Oktar is the head of the Foundation for Scientific Research (Bilim Arastirma Vakfi, or BAV) in Ankara, Turkey. BAV originally adopted its arguments from young-earth creationist organizations in the United States, but discarded claims about a young earth and a global flood flood not vouched for by the Qur'an or Islamic tradition. Subsequently, BAV evinced a degree of sympathy for "intelligent design" creationism instead, employing catchphrases like "irreducible complexity" and using the phrase "intelligent design" as equivalent with "creation." Later, however, Harun Yahya denounced "intelligent design" as insufficiently Islamic.

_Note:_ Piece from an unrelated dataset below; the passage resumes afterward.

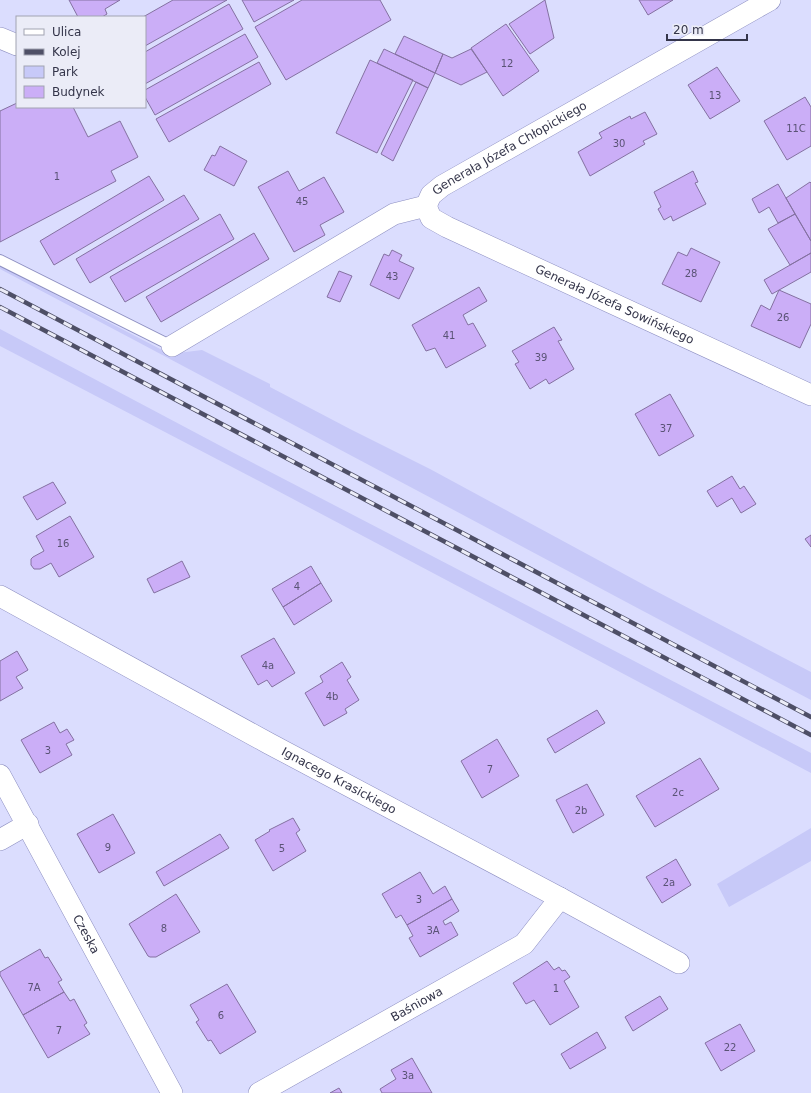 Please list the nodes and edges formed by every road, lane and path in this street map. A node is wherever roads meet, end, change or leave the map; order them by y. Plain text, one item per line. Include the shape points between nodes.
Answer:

According to the historian of creationism Ronald L. Numbers, "Initially BAV focused its missionary activities on Muslims in the Turkic Republics and in the Balkans, but it quickly expanded to reach Muslims throughout the world," with speakers dispatched to Singapore, Brunei, Malaysia, Britain, South Africa, and, as Pat Shipman reported in RNCSE, the United States. And its efforts have lately not been limited to Muslims: in 2007, unsolicited copies of a lavishly produced tome entitled The Atlas of Creation were distributed to bemused teachers and scientists in France, the Netherlands, and the United States, as NCSE reported.